Our study has strengths. We used multiple overlapping methods of case ascertainment to identify all patients with cSAH presenting to our comprehensive stroke service. All visual rating of neuroimaging was undertaken by a trained observer blinded to outcome. Our systematic search followed established PRISMA guidelines and pooled all available studies using mixed effects Poisson regression to account for studies with no ICH events.

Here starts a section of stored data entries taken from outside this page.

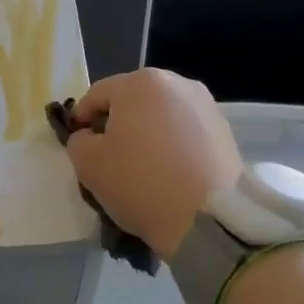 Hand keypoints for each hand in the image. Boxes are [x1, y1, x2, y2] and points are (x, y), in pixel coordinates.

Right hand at [63, 68, 243, 257]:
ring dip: (147, 132)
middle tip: (110, 154)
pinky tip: (169, 171)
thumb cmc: (140, 182)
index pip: (97, 95)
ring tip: (143, 165)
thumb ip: (79, 141)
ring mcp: (206, 105)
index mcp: (140, 83)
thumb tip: (90, 136)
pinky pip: (185, 131)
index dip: (81, 119)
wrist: (208, 220)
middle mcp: (176, 83)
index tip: (78, 143)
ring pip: (161, 114)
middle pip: (132, 100)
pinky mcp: (225, 130)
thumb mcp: (88, 163)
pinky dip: (172, 144)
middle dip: (117, 122) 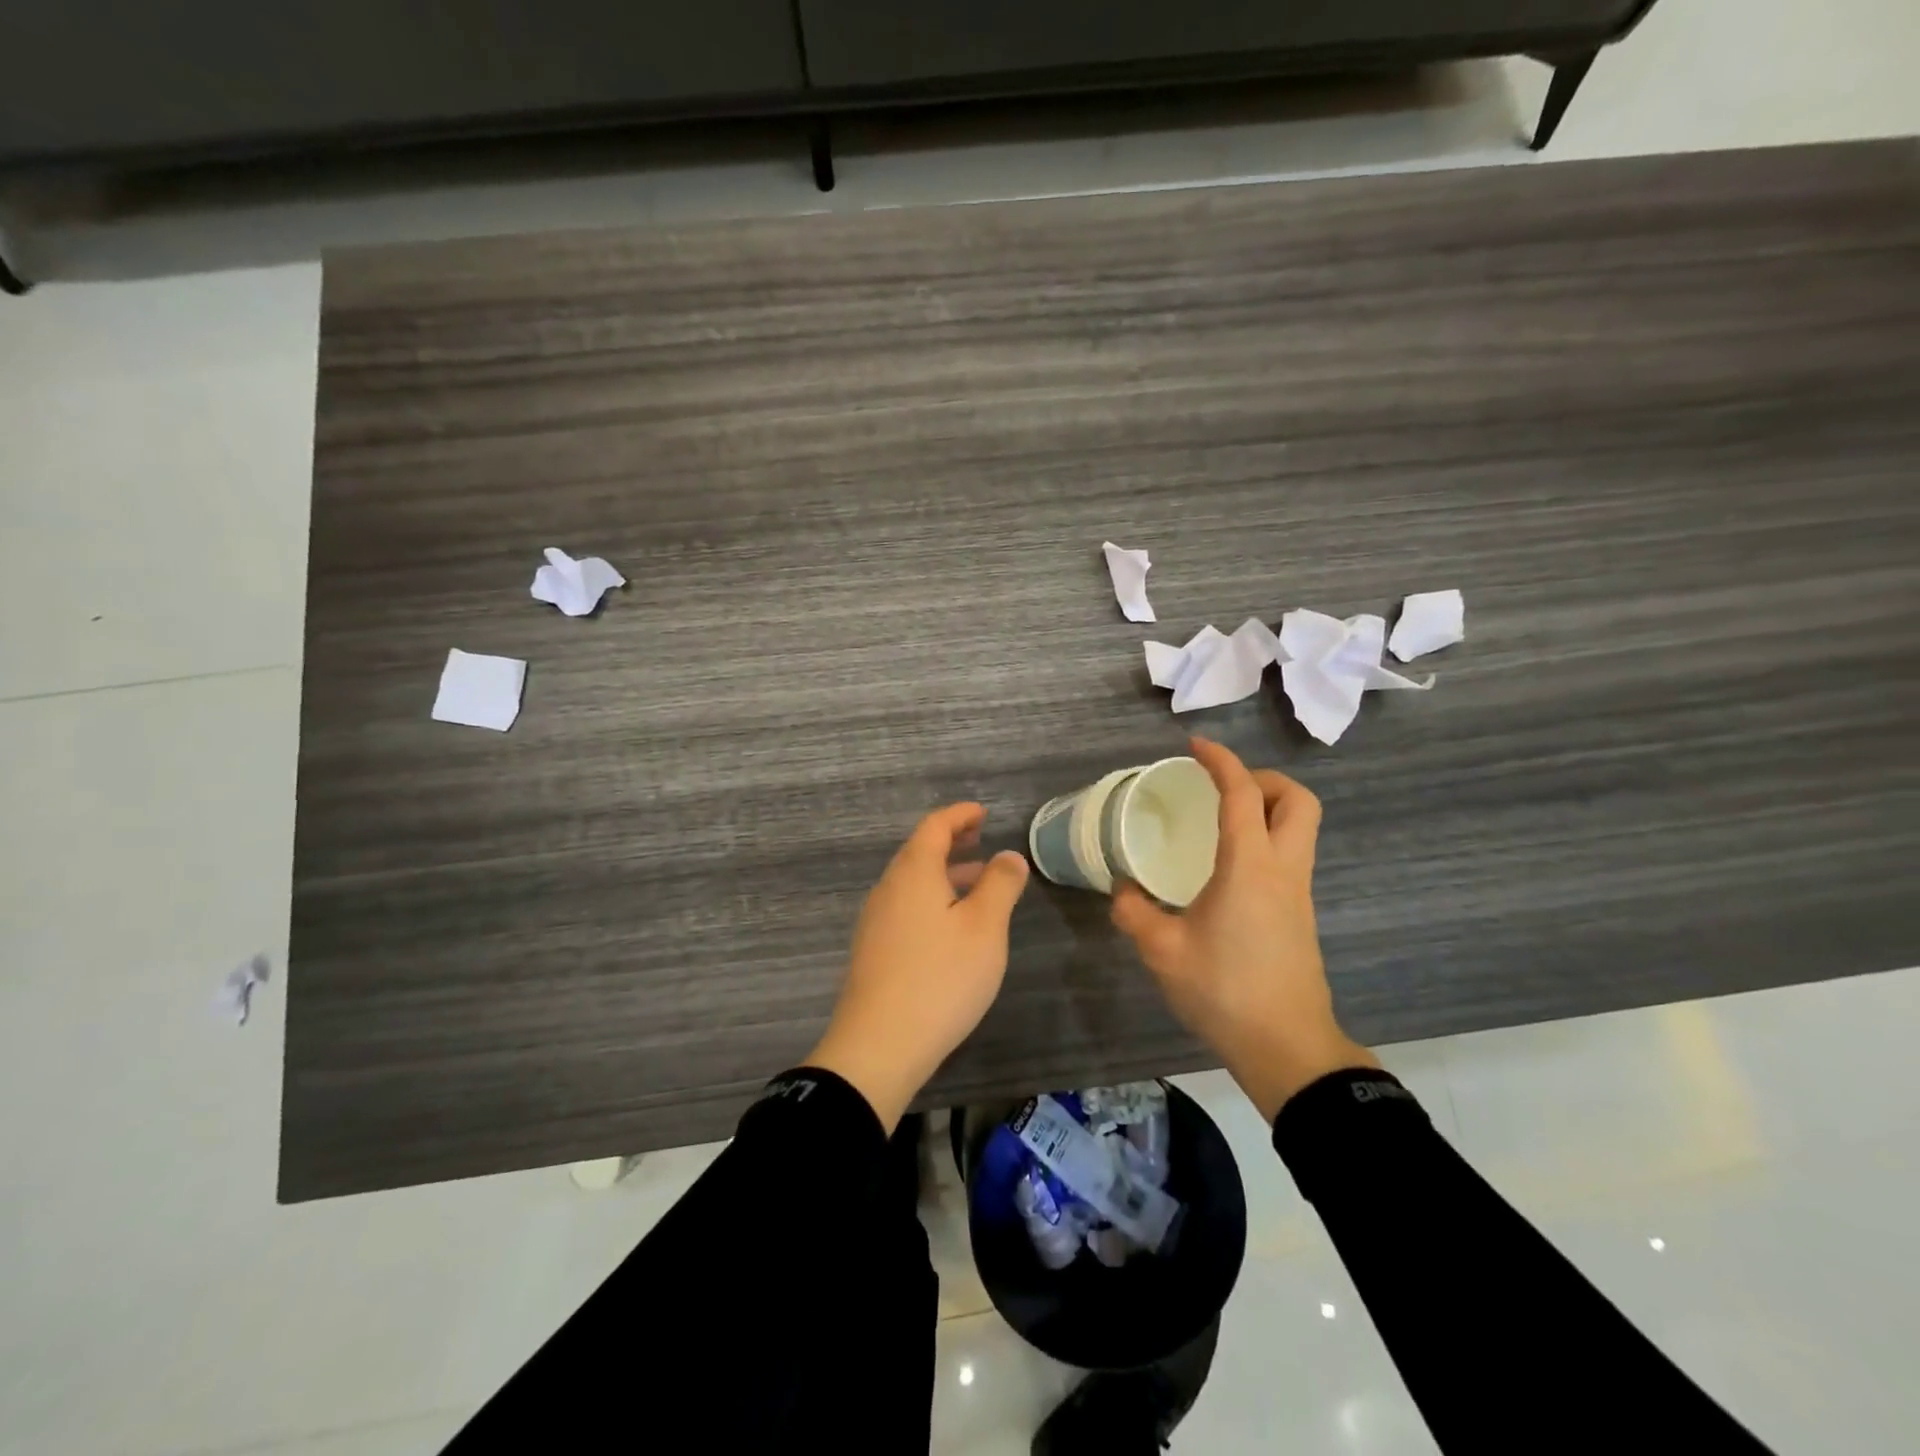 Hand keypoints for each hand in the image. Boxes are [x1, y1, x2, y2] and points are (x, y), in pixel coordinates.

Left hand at [806, 803, 1030, 1131]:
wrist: (878, 1045)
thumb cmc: (940, 978)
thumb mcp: (984, 928)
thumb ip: (1000, 885)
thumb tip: (1009, 855)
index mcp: (913, 872)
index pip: (935, 826)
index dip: (960, 815)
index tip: (983, 814)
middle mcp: (888, 888)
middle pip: (919, 852)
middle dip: (952, 843)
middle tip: (981, 841)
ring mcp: (876, 920)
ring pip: (913, 882)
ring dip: (944, 874)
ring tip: (977, 884)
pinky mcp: (873, 950)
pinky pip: (905, 907)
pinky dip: (932, 900)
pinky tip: (951, 927)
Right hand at [1112, 737, 1377, 1121]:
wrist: (1287, 1048)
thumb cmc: (1224, 992)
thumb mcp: (1163, 951)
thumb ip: (1135, 913)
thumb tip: (1122, 889)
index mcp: (1250, 866)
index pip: (1243, 794)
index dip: (1221, 762)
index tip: (1195, 747)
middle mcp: (1283, 869)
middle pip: (1298, 801)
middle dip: (1263, 780)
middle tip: (1222, 788)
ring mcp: (1298, 893)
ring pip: (1301, 828)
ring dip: (1269, 808)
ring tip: (1221, 820)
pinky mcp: (1300, 915)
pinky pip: (1291, 855)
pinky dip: (1267, 839)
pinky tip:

Our study also has limitations. Despite conducting a systematic search and pooling event rates in a meta-analysis, there were still few sICH events. Furthermore, as all studies are hospital-based there is potential for significant selection bias and detection bias (due to potentially selective follow up). We were unable to adjust for confounders such as hypertension, age, antithrombotic treatment, previous ICH, which can all contribute to sICH risk. Follow-up times were variable from study to study, but we did not have access to the data needed for a time-to-event analysis. We did not obtain individual patient data, and so were unable to explore whether imaging findings such as cSS, CMBs and leukoaraiosis modify the risk of ICH.
In summary, patients who present with an acute cSAH and suspected CAA have a substantial risk of symptomatic ICH (16% per patient-year overall). The future sICH risk might be highest in those with neuroimaging findings consistent with probable CAA. These estimates of sICH event rates should be of value to clinicans when counselling patients regarding their future risk, and emphasise the importance of offering treatments aiming to reduce this risk. We suggest that antithrombotic drugs (antiplatelet and anticoagulant agents) are probably best avoided wherever possible after proven cSAH, unless there is a compelling indication, since the future sICH risk is high, and likely to be increased by exposure to such drugs. In patients with cSAH and a strong indication for antithrombotic drugs (e.g. recent symptomatic ischaemic heart disease or peripheral vascular disease), the likely benefits on reducing vaso-occlusive events must be carefully weighed against the potential for increasing the sICH risk. In patients with cSAH it seems reasonable to reduce blood pressure, which is effective for the long-term secondary prevention of ICH, including that attributed to probable CAA [
34]. Although this data currently presents the best available evidence the small sample sizes and limited information on other risk factors remains a limitation; future prospective studies with individual patient data might help consolidate our observations.